In this paper, we proposed a method of detecting cracks on the surface of tunnel linings. The network was designed based on image semantic segmentation and a ternary classifier, which was modified for faster inference speeds and improved performance. To solve the class-imbalance problem present in the acquired data, the proposed method used a dilated ground truth and ternary classifier, which improved the performance of the crack detector. Tunnel-lining images were collected from six tunnels in South Korea and used for training and evaluating the proposed method.
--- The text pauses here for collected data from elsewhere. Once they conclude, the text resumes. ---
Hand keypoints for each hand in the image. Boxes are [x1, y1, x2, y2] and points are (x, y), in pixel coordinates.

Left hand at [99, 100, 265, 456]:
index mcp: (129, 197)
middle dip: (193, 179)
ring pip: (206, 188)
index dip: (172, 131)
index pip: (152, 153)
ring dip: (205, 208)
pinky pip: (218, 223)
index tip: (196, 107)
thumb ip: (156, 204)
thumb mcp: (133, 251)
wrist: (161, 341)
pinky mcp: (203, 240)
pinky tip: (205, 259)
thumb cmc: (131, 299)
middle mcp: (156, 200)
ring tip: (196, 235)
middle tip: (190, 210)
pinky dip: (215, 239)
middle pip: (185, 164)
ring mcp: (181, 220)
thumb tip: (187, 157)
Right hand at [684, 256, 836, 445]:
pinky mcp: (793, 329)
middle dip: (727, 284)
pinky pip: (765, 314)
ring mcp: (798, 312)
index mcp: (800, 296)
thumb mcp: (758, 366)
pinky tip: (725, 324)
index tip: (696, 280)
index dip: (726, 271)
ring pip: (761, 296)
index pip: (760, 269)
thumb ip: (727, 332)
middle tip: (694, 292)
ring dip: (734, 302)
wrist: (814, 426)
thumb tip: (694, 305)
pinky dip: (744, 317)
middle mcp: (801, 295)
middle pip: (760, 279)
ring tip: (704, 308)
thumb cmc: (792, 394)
The experimental results show that the performance of the proposed method is superior to that of the previous segmentation based and crack detection methods. In future research, we will endeavor to increase the performance and reliability of the algorithm by collecting more data. Furthermore, we will develop an algorithm that detects cracks, leaks, peeling flakes, and other defects that are dangerous to the safety of tunnels, based on the results of the method proposed here.

This work was supported by the Technology Business Innovation Program (No. 18TBIP-C111806-03) grant funded by Ministry of Land, Infrastructure and Transport of Korean government.